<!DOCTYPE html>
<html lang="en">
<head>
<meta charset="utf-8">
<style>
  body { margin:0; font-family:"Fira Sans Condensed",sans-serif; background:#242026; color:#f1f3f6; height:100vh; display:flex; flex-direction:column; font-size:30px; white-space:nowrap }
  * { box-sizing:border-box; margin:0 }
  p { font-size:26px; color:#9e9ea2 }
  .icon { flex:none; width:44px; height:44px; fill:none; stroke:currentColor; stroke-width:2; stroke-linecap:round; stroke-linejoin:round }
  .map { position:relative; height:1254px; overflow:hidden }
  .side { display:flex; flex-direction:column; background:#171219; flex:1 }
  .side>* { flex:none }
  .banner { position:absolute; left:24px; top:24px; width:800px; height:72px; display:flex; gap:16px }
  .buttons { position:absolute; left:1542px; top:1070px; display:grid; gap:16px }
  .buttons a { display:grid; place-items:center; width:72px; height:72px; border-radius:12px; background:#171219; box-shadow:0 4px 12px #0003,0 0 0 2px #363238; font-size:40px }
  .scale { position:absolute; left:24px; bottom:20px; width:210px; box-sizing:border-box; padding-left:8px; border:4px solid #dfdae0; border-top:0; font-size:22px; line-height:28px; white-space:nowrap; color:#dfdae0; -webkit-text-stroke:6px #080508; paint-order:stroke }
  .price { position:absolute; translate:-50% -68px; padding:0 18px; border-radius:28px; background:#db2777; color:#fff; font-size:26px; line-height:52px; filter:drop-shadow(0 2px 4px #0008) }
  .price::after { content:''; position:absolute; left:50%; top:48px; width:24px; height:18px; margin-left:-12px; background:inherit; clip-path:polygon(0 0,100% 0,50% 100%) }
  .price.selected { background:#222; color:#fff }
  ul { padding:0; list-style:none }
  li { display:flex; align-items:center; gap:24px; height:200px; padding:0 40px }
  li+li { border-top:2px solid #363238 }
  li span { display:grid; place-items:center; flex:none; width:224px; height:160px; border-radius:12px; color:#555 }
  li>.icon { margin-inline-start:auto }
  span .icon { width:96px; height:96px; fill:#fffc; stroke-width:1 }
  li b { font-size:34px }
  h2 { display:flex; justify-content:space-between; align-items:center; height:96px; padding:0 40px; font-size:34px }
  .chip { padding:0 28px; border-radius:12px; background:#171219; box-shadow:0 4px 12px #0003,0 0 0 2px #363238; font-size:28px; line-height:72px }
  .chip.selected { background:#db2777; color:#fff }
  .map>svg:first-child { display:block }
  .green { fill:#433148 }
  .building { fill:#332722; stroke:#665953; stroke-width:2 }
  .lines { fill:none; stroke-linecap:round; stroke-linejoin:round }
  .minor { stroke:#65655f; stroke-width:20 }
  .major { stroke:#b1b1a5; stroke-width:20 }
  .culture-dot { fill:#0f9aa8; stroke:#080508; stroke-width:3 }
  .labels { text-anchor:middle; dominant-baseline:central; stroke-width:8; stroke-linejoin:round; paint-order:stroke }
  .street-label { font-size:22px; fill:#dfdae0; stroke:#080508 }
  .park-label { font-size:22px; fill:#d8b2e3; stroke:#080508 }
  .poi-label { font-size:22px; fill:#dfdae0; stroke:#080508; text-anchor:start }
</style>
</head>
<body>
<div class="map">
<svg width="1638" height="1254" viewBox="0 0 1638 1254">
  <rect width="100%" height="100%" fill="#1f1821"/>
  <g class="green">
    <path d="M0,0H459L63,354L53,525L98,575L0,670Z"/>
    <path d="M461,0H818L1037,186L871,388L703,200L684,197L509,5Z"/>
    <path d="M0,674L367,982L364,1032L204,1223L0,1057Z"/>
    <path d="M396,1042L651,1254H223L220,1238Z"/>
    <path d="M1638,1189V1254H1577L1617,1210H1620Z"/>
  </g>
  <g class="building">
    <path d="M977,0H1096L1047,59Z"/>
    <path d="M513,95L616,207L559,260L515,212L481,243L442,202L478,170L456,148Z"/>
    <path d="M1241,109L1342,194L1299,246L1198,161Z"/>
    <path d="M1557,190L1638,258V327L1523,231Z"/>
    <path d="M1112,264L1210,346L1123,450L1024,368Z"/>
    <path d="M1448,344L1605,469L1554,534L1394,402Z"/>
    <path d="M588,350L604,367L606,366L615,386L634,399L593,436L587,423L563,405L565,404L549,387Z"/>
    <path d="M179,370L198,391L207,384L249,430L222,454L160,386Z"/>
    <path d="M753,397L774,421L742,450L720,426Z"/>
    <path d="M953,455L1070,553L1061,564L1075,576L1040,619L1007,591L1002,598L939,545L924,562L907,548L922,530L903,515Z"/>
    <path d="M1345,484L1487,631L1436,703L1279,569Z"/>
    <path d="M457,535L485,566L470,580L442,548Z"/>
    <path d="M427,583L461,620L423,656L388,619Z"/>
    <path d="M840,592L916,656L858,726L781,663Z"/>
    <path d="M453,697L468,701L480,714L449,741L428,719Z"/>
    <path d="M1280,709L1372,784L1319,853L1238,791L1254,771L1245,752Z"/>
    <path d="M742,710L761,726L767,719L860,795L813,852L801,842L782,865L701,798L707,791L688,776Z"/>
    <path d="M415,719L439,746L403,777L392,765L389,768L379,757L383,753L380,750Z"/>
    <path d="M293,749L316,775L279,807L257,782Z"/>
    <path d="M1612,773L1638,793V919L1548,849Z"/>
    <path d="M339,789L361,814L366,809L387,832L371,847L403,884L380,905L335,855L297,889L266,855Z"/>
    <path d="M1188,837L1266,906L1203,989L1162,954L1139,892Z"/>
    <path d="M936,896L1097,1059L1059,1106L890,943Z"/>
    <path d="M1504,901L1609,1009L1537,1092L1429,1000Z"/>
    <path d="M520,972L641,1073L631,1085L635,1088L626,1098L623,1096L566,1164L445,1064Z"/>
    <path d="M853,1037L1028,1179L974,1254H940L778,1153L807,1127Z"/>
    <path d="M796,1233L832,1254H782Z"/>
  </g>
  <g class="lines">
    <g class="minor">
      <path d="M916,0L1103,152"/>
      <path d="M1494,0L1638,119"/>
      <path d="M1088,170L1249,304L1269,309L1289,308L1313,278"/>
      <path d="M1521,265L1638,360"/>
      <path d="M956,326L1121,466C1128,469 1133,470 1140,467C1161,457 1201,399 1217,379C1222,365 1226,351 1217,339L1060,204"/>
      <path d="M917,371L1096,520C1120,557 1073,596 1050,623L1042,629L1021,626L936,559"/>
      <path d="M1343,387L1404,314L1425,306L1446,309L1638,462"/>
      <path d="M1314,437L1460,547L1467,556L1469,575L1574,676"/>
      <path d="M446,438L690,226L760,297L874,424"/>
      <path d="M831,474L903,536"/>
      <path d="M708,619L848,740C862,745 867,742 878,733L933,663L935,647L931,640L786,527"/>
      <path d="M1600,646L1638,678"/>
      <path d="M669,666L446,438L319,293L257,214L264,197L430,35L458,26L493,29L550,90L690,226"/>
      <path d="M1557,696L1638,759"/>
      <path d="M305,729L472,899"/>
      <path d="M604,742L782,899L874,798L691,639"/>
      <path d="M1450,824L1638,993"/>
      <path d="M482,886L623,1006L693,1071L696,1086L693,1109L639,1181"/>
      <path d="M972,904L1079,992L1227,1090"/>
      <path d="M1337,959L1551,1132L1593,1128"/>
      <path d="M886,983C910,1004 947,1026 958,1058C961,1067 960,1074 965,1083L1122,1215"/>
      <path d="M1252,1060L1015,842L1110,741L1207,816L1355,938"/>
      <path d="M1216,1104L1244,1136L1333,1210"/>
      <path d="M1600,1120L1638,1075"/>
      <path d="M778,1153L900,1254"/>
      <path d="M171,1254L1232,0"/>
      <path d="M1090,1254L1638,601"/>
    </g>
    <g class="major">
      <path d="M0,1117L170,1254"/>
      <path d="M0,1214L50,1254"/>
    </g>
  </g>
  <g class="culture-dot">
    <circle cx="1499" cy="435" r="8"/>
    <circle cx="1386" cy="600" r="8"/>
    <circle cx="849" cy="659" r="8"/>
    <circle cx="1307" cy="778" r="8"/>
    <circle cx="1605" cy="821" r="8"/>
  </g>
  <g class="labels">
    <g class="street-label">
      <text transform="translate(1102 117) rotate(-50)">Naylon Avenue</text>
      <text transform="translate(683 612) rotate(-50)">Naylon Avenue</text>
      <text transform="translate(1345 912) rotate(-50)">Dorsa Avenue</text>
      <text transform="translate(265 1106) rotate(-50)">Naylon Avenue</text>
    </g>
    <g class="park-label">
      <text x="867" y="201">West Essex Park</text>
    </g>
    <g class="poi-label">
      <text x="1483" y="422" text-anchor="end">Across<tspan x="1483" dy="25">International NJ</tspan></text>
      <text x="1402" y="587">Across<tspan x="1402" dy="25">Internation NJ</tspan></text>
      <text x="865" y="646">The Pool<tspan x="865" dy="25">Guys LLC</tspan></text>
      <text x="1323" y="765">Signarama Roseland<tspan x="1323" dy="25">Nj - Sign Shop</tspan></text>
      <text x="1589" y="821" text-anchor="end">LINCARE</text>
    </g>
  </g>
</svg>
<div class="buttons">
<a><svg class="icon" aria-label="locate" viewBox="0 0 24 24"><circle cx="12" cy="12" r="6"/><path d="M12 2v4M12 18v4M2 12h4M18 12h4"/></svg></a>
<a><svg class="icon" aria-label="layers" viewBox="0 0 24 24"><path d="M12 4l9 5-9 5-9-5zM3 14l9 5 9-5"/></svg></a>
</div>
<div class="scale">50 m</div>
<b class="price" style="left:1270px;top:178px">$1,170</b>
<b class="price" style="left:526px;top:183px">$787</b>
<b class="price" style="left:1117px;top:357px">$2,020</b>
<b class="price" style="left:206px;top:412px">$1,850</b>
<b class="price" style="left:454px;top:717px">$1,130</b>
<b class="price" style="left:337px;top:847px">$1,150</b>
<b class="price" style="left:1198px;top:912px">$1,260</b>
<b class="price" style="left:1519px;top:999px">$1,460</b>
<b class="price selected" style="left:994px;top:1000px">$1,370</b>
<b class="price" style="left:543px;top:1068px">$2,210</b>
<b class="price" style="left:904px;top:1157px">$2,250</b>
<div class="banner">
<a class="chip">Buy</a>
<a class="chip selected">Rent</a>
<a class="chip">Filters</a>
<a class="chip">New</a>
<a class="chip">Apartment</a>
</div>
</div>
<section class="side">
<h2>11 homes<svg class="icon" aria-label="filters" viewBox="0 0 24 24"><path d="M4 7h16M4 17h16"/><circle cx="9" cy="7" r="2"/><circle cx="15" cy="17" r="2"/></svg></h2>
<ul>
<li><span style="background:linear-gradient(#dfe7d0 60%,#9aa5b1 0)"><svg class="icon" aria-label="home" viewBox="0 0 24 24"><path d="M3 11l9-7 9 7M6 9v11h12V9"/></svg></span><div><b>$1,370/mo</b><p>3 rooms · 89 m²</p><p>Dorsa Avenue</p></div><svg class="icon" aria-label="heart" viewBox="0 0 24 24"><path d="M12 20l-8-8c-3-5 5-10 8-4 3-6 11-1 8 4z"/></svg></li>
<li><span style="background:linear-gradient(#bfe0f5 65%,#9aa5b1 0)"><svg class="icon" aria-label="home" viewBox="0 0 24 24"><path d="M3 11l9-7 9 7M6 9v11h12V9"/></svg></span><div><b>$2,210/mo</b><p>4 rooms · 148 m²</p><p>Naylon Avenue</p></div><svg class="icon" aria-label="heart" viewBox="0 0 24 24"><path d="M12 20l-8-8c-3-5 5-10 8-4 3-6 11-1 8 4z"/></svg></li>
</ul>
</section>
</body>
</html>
====
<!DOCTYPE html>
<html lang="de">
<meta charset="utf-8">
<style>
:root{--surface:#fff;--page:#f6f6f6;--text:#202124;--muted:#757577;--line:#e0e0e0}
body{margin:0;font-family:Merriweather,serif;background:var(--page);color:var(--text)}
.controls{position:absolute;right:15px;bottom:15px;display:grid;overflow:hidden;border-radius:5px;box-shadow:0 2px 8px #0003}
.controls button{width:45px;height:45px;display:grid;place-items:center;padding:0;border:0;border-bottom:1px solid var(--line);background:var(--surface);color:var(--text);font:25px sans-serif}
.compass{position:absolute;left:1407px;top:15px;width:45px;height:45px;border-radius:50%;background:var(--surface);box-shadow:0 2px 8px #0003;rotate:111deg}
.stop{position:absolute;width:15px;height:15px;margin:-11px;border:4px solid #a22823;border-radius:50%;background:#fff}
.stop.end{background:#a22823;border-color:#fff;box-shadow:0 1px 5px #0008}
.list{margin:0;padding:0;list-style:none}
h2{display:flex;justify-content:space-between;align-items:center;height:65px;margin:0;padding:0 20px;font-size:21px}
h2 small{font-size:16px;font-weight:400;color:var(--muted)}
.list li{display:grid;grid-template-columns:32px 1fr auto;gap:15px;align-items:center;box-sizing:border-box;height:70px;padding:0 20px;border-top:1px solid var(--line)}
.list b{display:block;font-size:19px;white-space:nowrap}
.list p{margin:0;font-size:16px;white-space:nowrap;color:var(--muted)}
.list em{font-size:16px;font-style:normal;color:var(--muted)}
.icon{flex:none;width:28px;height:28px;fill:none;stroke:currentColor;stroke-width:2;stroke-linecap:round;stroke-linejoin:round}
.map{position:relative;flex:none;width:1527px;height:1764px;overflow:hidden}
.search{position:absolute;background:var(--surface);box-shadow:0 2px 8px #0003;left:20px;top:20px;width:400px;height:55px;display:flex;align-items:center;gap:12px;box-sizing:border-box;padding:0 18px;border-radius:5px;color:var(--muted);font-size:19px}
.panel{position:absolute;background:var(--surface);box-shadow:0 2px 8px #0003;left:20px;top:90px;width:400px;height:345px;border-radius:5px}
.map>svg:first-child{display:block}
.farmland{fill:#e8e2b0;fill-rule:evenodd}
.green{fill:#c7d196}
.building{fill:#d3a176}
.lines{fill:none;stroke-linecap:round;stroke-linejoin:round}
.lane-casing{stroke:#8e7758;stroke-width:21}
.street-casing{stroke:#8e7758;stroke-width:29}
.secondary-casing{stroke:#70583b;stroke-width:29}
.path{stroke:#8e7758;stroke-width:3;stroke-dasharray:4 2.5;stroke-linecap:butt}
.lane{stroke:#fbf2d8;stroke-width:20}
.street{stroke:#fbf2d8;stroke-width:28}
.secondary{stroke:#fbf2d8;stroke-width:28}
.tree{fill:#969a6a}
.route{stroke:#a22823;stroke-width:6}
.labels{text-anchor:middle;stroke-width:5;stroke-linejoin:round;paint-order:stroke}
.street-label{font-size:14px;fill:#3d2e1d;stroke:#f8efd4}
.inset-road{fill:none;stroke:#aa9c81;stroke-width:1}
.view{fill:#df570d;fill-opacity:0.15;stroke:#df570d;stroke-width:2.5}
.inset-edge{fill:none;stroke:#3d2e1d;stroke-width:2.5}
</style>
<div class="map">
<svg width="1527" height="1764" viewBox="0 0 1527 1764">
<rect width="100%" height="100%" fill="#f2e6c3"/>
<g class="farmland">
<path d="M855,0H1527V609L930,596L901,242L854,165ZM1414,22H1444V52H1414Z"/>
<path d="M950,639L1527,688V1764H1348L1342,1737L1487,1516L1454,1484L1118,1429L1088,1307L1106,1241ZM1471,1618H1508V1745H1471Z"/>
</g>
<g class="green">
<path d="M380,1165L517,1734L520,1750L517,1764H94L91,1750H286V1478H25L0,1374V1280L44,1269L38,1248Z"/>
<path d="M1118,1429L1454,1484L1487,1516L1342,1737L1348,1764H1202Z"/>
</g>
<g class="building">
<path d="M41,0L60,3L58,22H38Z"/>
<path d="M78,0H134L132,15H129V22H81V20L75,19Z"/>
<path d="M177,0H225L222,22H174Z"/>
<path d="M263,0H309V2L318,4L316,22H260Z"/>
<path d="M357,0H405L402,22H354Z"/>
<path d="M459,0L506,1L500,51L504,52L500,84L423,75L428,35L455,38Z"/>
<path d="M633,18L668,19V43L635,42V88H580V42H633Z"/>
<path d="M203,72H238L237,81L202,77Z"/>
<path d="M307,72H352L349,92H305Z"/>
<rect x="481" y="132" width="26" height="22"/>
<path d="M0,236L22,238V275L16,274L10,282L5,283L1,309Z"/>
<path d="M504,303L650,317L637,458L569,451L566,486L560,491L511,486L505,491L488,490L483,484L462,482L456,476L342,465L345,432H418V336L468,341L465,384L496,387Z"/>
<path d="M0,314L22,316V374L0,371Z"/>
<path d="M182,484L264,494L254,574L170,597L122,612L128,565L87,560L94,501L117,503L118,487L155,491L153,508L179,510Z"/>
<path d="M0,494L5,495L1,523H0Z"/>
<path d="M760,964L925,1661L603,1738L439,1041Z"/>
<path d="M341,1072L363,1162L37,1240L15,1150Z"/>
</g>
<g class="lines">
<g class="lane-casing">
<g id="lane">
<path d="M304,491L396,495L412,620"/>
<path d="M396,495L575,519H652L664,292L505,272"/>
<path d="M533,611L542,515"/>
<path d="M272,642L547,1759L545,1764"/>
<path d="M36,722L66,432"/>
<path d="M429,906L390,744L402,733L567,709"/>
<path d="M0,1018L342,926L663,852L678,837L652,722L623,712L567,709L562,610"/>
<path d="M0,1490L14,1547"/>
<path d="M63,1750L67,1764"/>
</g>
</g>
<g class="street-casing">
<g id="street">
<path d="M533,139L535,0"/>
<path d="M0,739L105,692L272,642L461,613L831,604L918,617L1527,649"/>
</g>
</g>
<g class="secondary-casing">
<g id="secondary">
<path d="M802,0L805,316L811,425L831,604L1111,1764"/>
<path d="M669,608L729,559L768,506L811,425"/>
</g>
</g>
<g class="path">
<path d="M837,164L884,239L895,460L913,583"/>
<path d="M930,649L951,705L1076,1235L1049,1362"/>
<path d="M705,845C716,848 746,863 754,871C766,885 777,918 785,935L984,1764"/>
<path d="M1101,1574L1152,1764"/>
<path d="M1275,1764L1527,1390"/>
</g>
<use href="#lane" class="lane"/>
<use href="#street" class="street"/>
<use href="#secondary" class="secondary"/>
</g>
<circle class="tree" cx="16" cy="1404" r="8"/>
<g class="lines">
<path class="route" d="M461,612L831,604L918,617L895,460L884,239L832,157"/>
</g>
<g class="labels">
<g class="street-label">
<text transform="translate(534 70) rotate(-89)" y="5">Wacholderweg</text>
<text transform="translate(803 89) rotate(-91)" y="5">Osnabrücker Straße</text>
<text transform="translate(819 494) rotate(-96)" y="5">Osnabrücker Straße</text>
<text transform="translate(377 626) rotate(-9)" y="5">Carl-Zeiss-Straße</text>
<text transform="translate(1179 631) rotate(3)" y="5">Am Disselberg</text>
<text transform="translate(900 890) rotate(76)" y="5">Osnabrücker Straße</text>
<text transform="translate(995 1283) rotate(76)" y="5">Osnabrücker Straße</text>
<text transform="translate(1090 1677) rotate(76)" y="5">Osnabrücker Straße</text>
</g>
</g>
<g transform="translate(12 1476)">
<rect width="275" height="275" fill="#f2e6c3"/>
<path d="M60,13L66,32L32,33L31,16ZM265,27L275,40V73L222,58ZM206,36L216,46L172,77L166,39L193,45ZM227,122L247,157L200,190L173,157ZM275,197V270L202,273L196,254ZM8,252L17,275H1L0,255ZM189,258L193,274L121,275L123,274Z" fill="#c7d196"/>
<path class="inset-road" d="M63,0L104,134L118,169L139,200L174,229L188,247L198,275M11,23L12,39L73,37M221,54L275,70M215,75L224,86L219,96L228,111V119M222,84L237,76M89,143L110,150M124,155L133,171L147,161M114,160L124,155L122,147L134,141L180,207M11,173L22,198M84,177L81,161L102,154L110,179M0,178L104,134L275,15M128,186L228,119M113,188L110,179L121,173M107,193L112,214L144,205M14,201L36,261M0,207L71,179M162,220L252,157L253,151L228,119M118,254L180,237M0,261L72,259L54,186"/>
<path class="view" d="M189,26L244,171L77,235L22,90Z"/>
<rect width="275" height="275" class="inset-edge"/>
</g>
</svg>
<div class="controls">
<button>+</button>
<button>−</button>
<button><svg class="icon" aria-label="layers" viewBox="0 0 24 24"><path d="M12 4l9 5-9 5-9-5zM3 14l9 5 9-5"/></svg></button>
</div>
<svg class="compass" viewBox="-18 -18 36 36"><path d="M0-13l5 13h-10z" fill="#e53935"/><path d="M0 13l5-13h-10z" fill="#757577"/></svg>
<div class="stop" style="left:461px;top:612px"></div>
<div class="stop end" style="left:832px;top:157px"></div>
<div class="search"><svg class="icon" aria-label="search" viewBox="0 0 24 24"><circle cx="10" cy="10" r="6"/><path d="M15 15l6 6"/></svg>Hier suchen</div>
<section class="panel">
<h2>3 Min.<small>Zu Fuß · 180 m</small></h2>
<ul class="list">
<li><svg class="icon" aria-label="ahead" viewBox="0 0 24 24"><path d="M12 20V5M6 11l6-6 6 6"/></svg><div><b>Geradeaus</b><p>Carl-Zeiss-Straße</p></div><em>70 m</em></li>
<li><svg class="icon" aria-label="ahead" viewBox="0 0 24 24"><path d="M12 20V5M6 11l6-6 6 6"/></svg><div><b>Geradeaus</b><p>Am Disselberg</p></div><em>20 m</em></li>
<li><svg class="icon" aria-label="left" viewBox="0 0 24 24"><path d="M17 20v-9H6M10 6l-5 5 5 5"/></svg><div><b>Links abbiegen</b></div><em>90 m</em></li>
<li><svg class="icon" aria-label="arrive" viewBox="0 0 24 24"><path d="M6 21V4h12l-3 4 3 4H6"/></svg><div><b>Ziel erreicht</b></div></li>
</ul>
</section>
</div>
====
What the task requires - Looking through the entries, count the lines that hold the word "controls" and state that count alone.

Final answer - 3